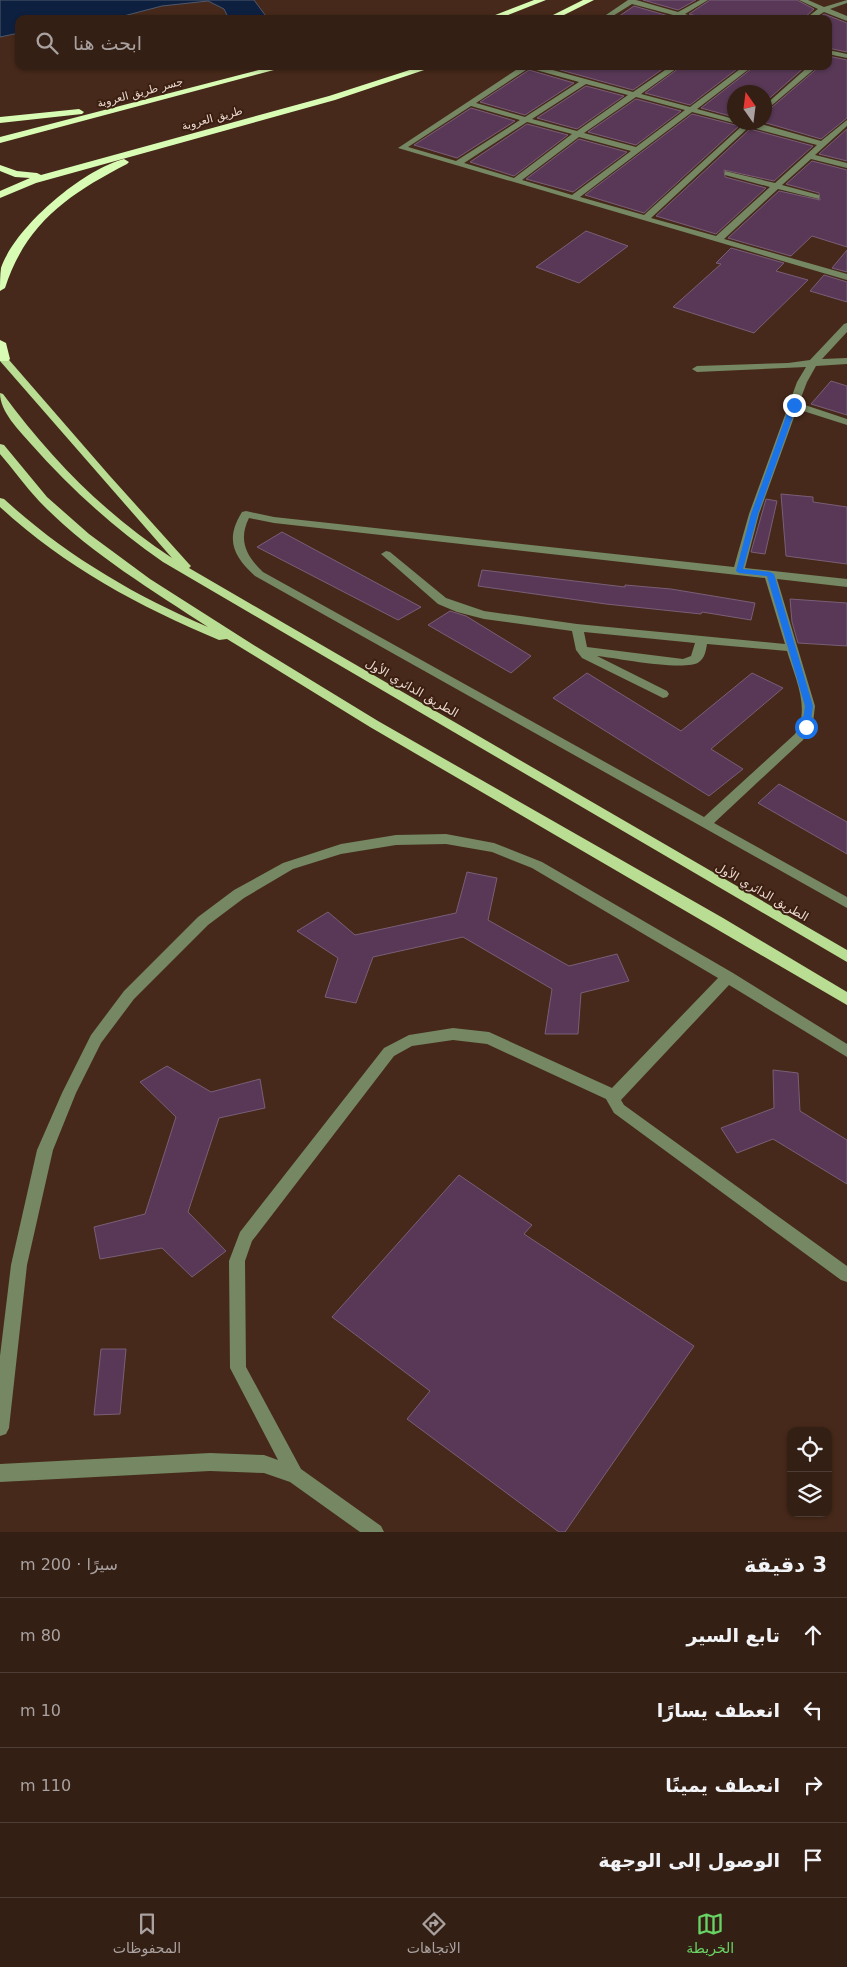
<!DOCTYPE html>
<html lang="ar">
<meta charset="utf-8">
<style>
:root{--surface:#341f14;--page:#3f2c22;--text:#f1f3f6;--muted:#a9a2a0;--line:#4e3d34;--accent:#68d465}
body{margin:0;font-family:"DejaVu Sans","Noto Naskh Arabic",sans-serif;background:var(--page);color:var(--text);direction:rtl}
.controls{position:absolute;right:15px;bottom:15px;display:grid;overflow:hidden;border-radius:10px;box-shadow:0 1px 4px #0004}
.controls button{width:45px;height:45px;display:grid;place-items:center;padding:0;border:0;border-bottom:1px solid var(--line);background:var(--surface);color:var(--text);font:25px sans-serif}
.compass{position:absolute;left:727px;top:85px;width:45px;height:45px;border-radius:50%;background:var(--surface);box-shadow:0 1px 4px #0004;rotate:346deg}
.stop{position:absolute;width:15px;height:15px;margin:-11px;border:4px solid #1a73e8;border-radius:50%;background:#fff}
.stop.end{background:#1a73e8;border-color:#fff;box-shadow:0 1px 5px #0008}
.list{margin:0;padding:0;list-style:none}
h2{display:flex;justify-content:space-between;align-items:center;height:65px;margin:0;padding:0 20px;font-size:21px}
h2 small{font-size:16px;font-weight:400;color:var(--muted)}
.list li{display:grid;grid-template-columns:32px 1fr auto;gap:15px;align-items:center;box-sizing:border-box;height:75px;padding:0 20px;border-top:1px solid var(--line)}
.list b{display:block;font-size:19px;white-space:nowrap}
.list em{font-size:16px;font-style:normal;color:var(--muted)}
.icon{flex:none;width:28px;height:28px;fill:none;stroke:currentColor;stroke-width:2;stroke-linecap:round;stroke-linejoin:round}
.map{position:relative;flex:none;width:847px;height:1532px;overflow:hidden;direction:ltr}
.search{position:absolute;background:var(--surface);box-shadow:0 1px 4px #0004;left:15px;right:15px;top:15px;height:55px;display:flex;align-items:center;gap:12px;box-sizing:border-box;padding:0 18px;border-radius:10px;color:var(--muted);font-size:19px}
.sheet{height:365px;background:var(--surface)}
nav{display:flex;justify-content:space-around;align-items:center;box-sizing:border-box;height:70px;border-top:1px solid var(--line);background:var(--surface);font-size:14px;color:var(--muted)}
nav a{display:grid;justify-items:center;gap:2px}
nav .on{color:var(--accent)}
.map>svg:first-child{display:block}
.water{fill:#0e2040;stroke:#51586b}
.building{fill:#583856;stroke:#795e77}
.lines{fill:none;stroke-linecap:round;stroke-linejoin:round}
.minor{fill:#758763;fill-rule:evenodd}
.major{fill:#b9dd92;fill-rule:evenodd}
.highway{fill:#d9fcb4;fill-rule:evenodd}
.route{fill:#1a73e8}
.labels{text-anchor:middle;stroke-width:4;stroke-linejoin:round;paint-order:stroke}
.far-street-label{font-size:11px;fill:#ecd9d0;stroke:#3b1f10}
.street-label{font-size:12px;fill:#ecd9d0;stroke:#3b1f10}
</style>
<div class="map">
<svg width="847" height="1532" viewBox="0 0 847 1532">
<rect width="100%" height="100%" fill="#46291a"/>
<polygon class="water" points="0,0 254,0 268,19 229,19 224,9 208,1 162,6 112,19 19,19 19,33 0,37"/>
<g class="building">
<polygon points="643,0 696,0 678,10"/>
<polygon points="710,0 797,0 814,9 803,19 709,19 689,14"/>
<polygon points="634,6 672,17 668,19 615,19"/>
<polygon points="824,14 847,23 847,52 828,48 828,19 817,19"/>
<polygon points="828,56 847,60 847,118 821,139 763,122 764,122 764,114 820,66 828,66"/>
<polygon points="546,66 667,66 633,90"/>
<polygon points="682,66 741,66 690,105 645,93"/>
<polygon points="755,66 806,66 764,103 764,92 734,92 734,117 701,108"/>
<polygon points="529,70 574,83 525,115 480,102"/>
<polygon points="586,86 624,96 577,129 537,118"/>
<polygon points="636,99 681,111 636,145 588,132"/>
<polygon points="471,108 515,121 457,158 414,145"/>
<polygon points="692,114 739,126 644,213 585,195"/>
<polygon points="527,124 568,135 514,176 470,162"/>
<polygon points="750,129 813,146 774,181 724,170 725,177 766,188 716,234 656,216"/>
<polygon points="847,129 847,161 819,154"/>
<polygon points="579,139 627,152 573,192 526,179"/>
<polygon points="812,161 847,170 847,247 812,236 791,256 728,238 779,191 820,200 819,193 786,184"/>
<polygon points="586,231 628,246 579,283 536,267"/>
<polygon points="731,248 784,263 776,271 808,280 754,333 673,307 721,264 716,263"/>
<polygon points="847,250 847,272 832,268"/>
<polygon points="824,275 847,282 847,302 810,291"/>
<polygon points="831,381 847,386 847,415 811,404"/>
<polygon points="781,494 813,497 813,502 847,507 847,564 786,556"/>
<polygon points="766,499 777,501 765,554 751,552"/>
<polygon points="282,532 421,607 398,620 257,547"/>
<polygon points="482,570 625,587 625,585 671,589 755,603 751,620 702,612 701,614 606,604 478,586"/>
<polygon points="790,599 847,603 847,646 798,643 792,622"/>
<polygon points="450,611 466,616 531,656 511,673 428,625"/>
<polygon points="587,673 681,731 752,673 783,688 711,749 743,769 709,796 553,698"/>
<polygon points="779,784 847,822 847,854 758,803"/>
<polygon points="467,872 497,878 488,920 569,966 617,954 629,981 581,993 578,1034 545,1034 552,989 463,937 373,957 356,1003 325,997 338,958 297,931 328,912 355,935 456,913"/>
<polygon points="167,1066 211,1092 260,1079 265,1108 219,1118 188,1212 226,1251 192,1277 162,1248 100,1259 94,1227 145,1214 176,1117 140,1082"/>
<polygon points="773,1070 798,1073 800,1111 847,1140 847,1184 773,1139 737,1153 721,1128 774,1108"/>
<polygon points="459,1175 532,1225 524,1234 694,1346 565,1532 559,1532 407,1419 430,1391 332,1317"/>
<polygon points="101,1349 126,1349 120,1414 94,1415"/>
</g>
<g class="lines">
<g class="minor">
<polygon points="628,0 636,0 678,12 700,0 708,0 685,14 700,19 688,19 632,4 608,19 600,19"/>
<polygon points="799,0 808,0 824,7 847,0 847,3 830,9 847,16 847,21 824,12 813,19 805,19 818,9"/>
<polygon points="828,50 847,54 847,58 828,54"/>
<path d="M 522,66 L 538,66 L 633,92 L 671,66 L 680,66 L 641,94 L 690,107 L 744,66 L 753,66 L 697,109 L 734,119 L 734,122 L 737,123 L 734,123 L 692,112 L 580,197 L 644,215 L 742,126 L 737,122 L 754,122 L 821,141 L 847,120 L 847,126 L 815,155 L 847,163 L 847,168 L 811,159 L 782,185 L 819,195 L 819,199 L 778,189 L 724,239 L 847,274 L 847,280 L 398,148 ZM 529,68 L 579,82 L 525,117 L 476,103 ZM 586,84 L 628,95 L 577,131 L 532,119 ZM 636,97 L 685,110 L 636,147 L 584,133 ZM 471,106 L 520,120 L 456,161 L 408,147 ZM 527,122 L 572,134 L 514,178 L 464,163 ZM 749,127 L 817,145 L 775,183 L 725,171 L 725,175 L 770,187 L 716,236 L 651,218 ZM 579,137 L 631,151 L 572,195 L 522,180 Z"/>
<polygon points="809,66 818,66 764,112 764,106"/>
<path d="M 847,323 L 847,332 L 822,359 L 847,358 L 847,364 L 816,366 L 807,382 L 799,403 L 847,419 L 847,425 L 797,409 L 759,514 L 745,568 L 847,579 L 847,587 L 777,579 L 815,706 L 813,723 L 803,740 L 714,823 L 847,897 L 847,908 L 255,576 C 233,556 225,539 242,512 L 246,511 L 274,517 L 734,567 L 749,514 L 797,382 L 806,367 L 697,372 L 692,369 L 697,366 L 788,363 L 810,360 L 844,324 ZM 249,518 L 274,523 L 765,578 L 785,644 L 577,624 L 484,611 L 446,598 L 390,552 L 386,551 L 381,554 L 438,604 L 457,612 L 484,619 L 572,631 L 576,650 L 582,658 L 663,698 L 667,697 L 669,694 L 667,691 L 597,656 C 616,658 686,672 699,662 C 705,658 706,650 707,644 L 787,651 C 795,678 811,709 795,734 L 704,817 L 263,572 C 246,556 238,540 249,518 ZM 584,632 L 695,643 L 691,656 L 683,659 L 587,647 Z"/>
<polygon points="446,834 494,843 542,862 733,973 847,1044 847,1057 729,985 621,1100 624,1105 847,1266 847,1282 841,1280 614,1113 606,1099 487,1044 453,1040 412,1046 394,1056 252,1241 245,1261 246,1367 301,1469 381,1526 384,1532 360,1532 290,1482 264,1473 210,1471 0,1482 0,1464 210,1453 264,1455 278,1460 230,1368 229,1261 240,1232 384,1048 409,1035 453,1028 489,1032 612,1088 718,978 532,868 492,852 446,844 396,845 341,854 293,869 244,898 208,925 134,999 101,1043 76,1093 53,1150 27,1265 9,1428 6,1434 0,1436 0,1356 11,1265 37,1150 62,1093 91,1035 124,991 198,917 234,890 283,863 341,844 396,835"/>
</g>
<g class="major">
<path d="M 0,352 L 3,353 L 109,475 L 189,564 L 191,566 L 189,568 L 847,950 L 847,962 L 163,562 C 114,528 71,489 31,444 C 19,430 0,412 0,393 L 3,394 C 50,458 105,514 172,558 L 0,361 Z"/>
<path d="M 0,444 L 4,445 L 47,497 L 89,534 L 150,579 L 252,644 L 378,721 L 723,918 L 847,992 L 847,1005 L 370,727 L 227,639 L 219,640 C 138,606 64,566 0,507 L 0,498 L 4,499 C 64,554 133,595 208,627 C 150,589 87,551 39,501 C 25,486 13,469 0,454 Z"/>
</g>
<g class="highway">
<polygon points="534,0 546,0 498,19 485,19"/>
<polygon points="583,0 594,0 556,19 545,19"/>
<polygon points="274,66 289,66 0,143 0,137"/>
<polygon points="422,66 436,66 335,100 36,183 0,198 0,191 30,178 15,177 0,171 0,165 17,171 37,173 41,175 329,96"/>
<polygon points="79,109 84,112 82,114 0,123 0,117"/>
<path d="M 124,159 L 129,162 L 127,164 C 69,194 26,223 5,288 L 0,291 C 0,284 0,275 1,268 C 15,227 82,170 124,159 Z"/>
<polygon points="0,340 6,343 10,359 8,361 0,361"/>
</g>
</g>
<polygon class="route" points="794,403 797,405 758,514 743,569 770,572 774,574 813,706 810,727 806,730 802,727 805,706 767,576 739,573 736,571 751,514 790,405"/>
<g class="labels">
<g class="far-street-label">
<text transform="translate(140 92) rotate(-15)" y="4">جسر طريق العروبة</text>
<text transform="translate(212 118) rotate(-15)" y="4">طريق العروبة</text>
</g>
<g class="street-label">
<text transform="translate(412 688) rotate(30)" y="4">الطريق الدائري الأول</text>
<text transform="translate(762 892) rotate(30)" y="4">الطريق الدائري الأول</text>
</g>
</g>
</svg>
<div class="controls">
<button><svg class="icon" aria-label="locate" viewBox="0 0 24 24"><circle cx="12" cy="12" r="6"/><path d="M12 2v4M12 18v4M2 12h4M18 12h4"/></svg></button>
<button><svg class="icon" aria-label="layers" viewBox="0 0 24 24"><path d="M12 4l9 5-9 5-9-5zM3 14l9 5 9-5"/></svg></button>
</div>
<svg class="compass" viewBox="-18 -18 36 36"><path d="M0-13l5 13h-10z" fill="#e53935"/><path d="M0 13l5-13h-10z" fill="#a9a2a0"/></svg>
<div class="stop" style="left:806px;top:727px"></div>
<div class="stop end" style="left:794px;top:405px"></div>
<div class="search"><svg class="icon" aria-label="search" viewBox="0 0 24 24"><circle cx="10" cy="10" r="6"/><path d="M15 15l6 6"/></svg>ابحث هنا</div>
</div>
<section class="sheet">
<h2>3 دقيقة<small>سيرًا · 200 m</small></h2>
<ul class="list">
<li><svg class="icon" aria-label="ahead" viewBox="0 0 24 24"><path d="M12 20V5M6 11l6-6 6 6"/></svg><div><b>تابع السير</b></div><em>80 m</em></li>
<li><svg class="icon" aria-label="left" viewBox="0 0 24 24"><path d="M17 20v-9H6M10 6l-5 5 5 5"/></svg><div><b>انعطف يسارًا</b></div><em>10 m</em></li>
<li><svg class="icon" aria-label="right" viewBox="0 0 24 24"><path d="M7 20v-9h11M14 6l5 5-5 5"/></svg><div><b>انعطف يمينًا</b></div><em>110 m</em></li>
<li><svg class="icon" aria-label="arrive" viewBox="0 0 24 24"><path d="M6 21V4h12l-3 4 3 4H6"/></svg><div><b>الوصول إلى الوجهة</b></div></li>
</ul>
</section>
<nav>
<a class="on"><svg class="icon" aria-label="map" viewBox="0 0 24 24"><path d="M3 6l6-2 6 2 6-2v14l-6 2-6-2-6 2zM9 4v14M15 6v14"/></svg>الخريطة</a>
<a><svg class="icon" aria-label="directions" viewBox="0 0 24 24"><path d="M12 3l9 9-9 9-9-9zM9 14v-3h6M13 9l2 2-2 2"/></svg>الاتجاهات</a>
<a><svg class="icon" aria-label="saved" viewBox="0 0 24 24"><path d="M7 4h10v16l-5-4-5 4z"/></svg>المحفوظات</a>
</nav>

- **Work item**
Each line in the records above with "solid" must be returned.

- **Written solution**
.controls button{width:45px;height:45px;display:grid;place-items:center;padding:0;border:0;border-bottom:1px solid var(--line);background:var(--surface);color:var(--text);font:25px sans-serif}
.stop{position:absolute;width:15px;height:15px;margin:-11px;border:4px solid #1a73e8;border-radius:50%;background:#fff}
.list li{display:grid;grid-template-columns:32px 1fr auto;gap:15px;align-items:center;box-sizing:border-box;height:75px;padding:0 20px;border-top:1px solid var(--line)}
nav{display:flex;justify-content:space-around;align-items:center;box-sizing:border-box;height:70px;border-top:1px solid var(--line);background:var(--surface);font-size:14px;color:var(--muted)}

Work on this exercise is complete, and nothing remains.